Sodium Hydroxide (NaOH) Precipitate Tests
Part of Tests for Ions — GCSE Chemistry
This diagram covers Sodium Hydroxide (NaOH) Precipitate Tests within Tests for Ions for GCSE Chemistry. Revise Tests for Ions in Chemical Analysis for GCSE Chemistry with 20 exam-style questions and 14 flashcards. This topic appears regularly enough that it should still be part of a steady revision cycle. It is section 3 of 14 in this topic. Focus on the labels, the relationships between parts, and the explanation that turns the diagram into an exam-ready answer.
Topic position
Section 3 of 14
Practice
20 questions
Recall
14 flashcards
Figure 1: Sodium hydroxide tests produce characteristic precipitate colours for different metal ions.

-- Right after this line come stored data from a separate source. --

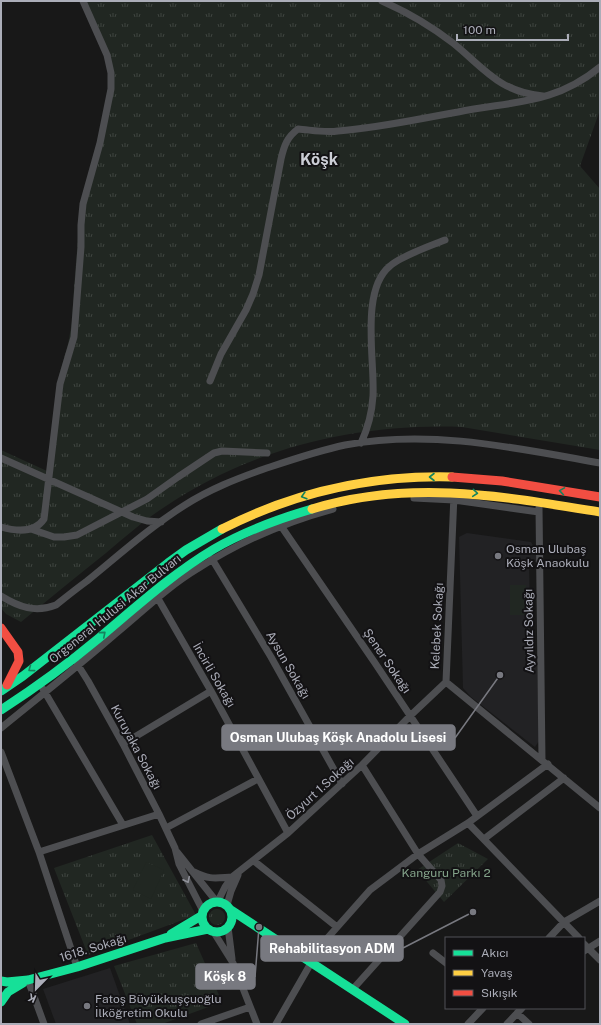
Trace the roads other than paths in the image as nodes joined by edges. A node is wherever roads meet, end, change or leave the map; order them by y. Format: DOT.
graph roads {
  1 [pos="83,1"];
  2 [pos="382,1"];
  3 [pos="600,61"];
  4 [pos="600,67"];
  5 [pos="587,78"];
  6 [pos="547,96"];
  7 [pos="445,240"];
  8 [pos="210,381"];
  9 [pos="361,443"];
  10 [pos="267,453"];
  11 [pos="1,458"];
  12 [pos="600,463"];
  13 [pos="49,480"];
  14 [pos="454,496"];
  15 [pos="600,497"];
  16 [pos="539,502"];
  17 [pos="122,512"];
  18 [pos="539,512"];
  19 [pos="600,512"];
  20 [pos="161,522"];
  21 [pos="279,523"];
  22 [pos="1,527"];
  23 [pos="31,529"];
  24 [pos="212,559"];
  25 [pos="156,595"];
  26 [pos="1,596"];
  27 [pos="1,628"];
  28 [pos="76,662"];
  29 [pos="446,682"];
  30 [pos="40,683"];
  31 [pos="3,690"];
  32 [pos="211,691"];
  33 [pos="45,692"];
  34 [pos="1,710"];
  35 [pos="410,716"];
  36 [pos="1,728"];
  37 [pos="124,744"];
  38 [pos="1,752"];
  39 [pos="545,762"];
  40 [pos="362,765"];
  41 [pos="564,778"];
  42 [pos="258,779"];
  43 [pos="342,784"];
  44 [pos="600,808"];
  45 [pos="159,814"];
  46 [pos="477,816"];
  47 [pos="468,823"];
  48 [pos="123,825"];
  49 [pos="166,828"];
  50 [pos="288,833"];
  51 [pos="484,839"];
  52 [pos="175,848"];
  53 [pos="39,852"];
  54 [pos="418,854"];
  55 [pos="254,861"];
  56 [pos="193,872"];
  57 [pos="239,873"];
  58 [pos="232,878"];
  59 [pos="217,901"];
  60 [pos="600,901"];
  61 [pos="229,908"];
  62 [pos="202,913"];
  63 [pos="564,922"];
  64 [pos="228,926"];
  65 [pos="259,927"];
  66 [pos="337,927"];
  67 [pos="211,930"];
  68 [pos="549,937"];
  69 [pos="578,937"];
  70 [pos="165,938"];
  71 [pos="600,941"];
  72 [pos="585,948"];
  73 [pos="433,952"];
  74 [pos="600,960"];
  75 [pos="310,962"];
  76 [pos="445,962"];
  77 [pos="233,964"];
  78 [pos="77,967"];
  79 [pos="28,980"];
  80 [pos="1,981"];
  81 [pos="352,990"];
  82 [pos="1,1002"];
  83 [pos="250,1007"];
  84 [pos="482,1009"];
  85 [pos="519,1011"];
  86 [pos="44,1024"];
  87 [pos="201,1024"];
  88 [pos="257,1024"];
  89 [pos="276,1024"];
  90 [pos="405,1024"];
  91 [pos="468,1024"];
  92 [pos="507,1024"];
  93 [pos="529,1024"];
  1 -- 13 [label="street"];
  2 -- 6 [label="street"];
  3 -- 5 [label="street"];
  4 -- 5 [label="street"];
  5 -- 6 [label="street"];
  6 -- 8 [label="street"];
  7 -- 9 [label="street"];
  9 -- 12 [label="street"];
  9 -- 20 [label="street"];
  10 -- 17 [label="street"];
  11 -- 13 [label="street"];
  13 -- 17 [label="street"];
  13 -- 23 [label="street"];
  14 -- 16 [label="main road, Orgeneral Hulusi Akar Bulvarı, one-way"];
  14 -- 18 [label="street"];
  14 -- 21 [label="main road, Orgeneral Hulusi Akar Bulvarı"];
  14 -- 29 [label="street, Kelebek Sokağı"];
  15 -- 31 [label="main road, Orgeneral Hulusi Akar Bulvarı, one-way"];
  16 -- 18 [label="street, Ayyıldız Sokağı"];
  16 -- 19 [label="main road, Orgeneral Hulusi Akar Bulvarı"];
  17 -- 20 [label="street"];
  17 -- 23 [label="street"];
  18 -- 39 [label="street, Ayyıldız Sokağı"];
  20 -- 26 [label="street"];
  21 -- 24 [label="street"];
  21 -- 25 [label="main road, Orgeneral Hulusi Akar Bulvarı"];
  21 -- 35 [label="street, Şener Sokağı"];
  22 -- 23 [label="street"];
  24 -- 25 [label="street"];
  24 -- 43 [label="street, Aysun Sokağı"];
  25 -- 28 [label="main road, Orgeneral Hulusi Akar Bulvarı"];
  25 -- 32 [label="street, İncirli Sokağı"];
  27 -- 31 [label="main road"];
  28 -- 30 [label="main road, Orgeneral Hulusi Akar Bulvarı"];
  28 -- 33 [label="street"];
  28 -- 37 [label="street, Kuruyaka Sokağı"];
  29 -- 35 [label="street, Özyurt 1.Sokağı"];
  29 -- 39 [label="street, Kelebek Sokağı"];
  30 -- 33 [label="street"];
  30 -- 34 [label="main road, Orgeneral Hulusi Akar Bulvarı"];
  32 -- 37 [label="street"];
  32 -- 42 [label="street, İncirli Sokağı"];
  33 -- 36 [label="street"];
  33 -- 48 [label="street"];
  35 -- 40 [label="street, Özyurt 1.Sokağı"];
  35 -- 46 [label="street, Şener Sokağı"];
  37 -- 45 [label="street, Kuruyaka Sokağı"];
  38 -- 53 [label="street"];
  39 -- 41 [label="street, Kelebek Sokağı"];
  39 -- 46 [label="street"];
  40 -- 43 [label="street, Özyurt 1.Sokağı"];
  40 -- 54 [label="street"];
  41 -- 44 [label="street, Kelebek Sokağı"];
  41 -- 51 [label="street"];
  42 -- 49 [label="street"];
  42 -- 50 [label="street, İncirli Sokağı"];
  43 -- 50 [label="street, Özyurt 1.Sokağı"];
  45 -- 48 [label="street"];
  45 -- 49 [label="street, Kuruyaka Sokağı"];
  46 -- 47 [label="street"];
  47 -- 51 [label="street"];
  47 -- 54 [label="street"];
  48 -- 53 [label="street"];
  49 -- 52 [label="street, Kuruyaka Sokağı"];
  50 -- 55 [label="street, Özyurt 1.Sokağı"];
  51 -- 63 [label="street"];
  52 -- 56 [label="street, Kuruyaka Sokağı"];
  52 -- 62 [label="street, Kuruyaka Sokağı, one-way"];
  53 -- 78 [label="street"];
  54 -- 66 [label="street"];
  54 -- 81 [label="street"];
  55 -- 57 [label="street, Özyurt 1.Sokağı"];
  55 -- 66 [label="street"];
  56 -- 58 [label="street"];
  56 -- 59 [label="street, Kuruyaka Sokağı"];
  57 -- 58 [label="street, Özyurt 1.Sokağı"];
  57 -- 61 [label="street, Özyurt 1.Sokağı"];
  58 -- 59 [label="street, Özyurt 1.Sokağı"];
  59 -- 61 [label="main road"];
  59 -- 62 [label="main road"];
  60 -- 63 [label="street"];
  61 -- 64 [label="main road"];
  61 -- 65 [label="main road"];
  62 -- 67 [label="main road"];
  62 -- 70 [label="main road, 1618. Sokağı"];
  63 -- 68 [label="street"];
  63 -- 69 [label="street"];
  64 -- 65 [label="main road"];
  64 -- 67 [label="main road"];
  64 -- 77 [label="street"];
  65 -- 75 [label="main road"];
  66 -- 75 [label="street"];
  67 -- 70 [label="main road, 1618. Sokağı"];
  67 -- 77 [label="street"];
  70 -- 78 [label="main road, 1618. Sokağı"];
  71 -- 72 [label="street"];
  72 -- 74 [label="street"];
  73 -- 76 [label="street"];
  75 -- 81 [label="main road"];
  75 -- 89 [label="street"];
  77 -- 83 [label="street"];
  78 -- 79 [label="main road, 1618. Sokağı"];
  79 -- 80 [label="main road, 1618. Sokağı"];
  79 -- 82 [label="main road, 1618. Sokağı"];
  79 -- 86 [label="street"];
  81 -- 90 [label="main road"];
  83 -- 87 [label="street"];
  83 -- 88 [label="street"];
  84 -- 91 [label="street"];
  85 -- 92 [label="street"];
  85 -- 93 [label="street"];
}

Sodium Hydroxide (NaOH) Precipitate Tests
Adding sodium hydroxide solution to a solution of a metal salt produces a metal hydroxide precipitate. The colour of the precipitate identifies the metal ion.
| Metal Ion | Result with NaOH | Precipitate Formula |
|---|---|---|
| Al³⁺ (Aluminium) | White precipitate; redissolves in excess NaOH | Al(OH)₃(s) |
| Ca²⁺ (Calcium) | White precipitate (does NOT redissolve) | Ca(OH)₂(s) |
| Cu²⁺ (Copper) | Blue precipitate | Cu(OH)₂(s) |
| Fe²⁺ (Iron II) | Green precipitate | Fe(OH)₂(s) |
| Fe³⁺ (Iron III) | Brown/orange precipitate | Fe(OH)₃(s) |
Key distinguishing point: Only aluminium hydroxide Al(OH)₃ redissolves in excess NaOH, forming the soluble aluminate ion [Al(OH)₄]⁻. Calcium hydroxide does NOT redissolve — this distinguishes Al³⁺ from Ca²⁺ when both give white precipitates.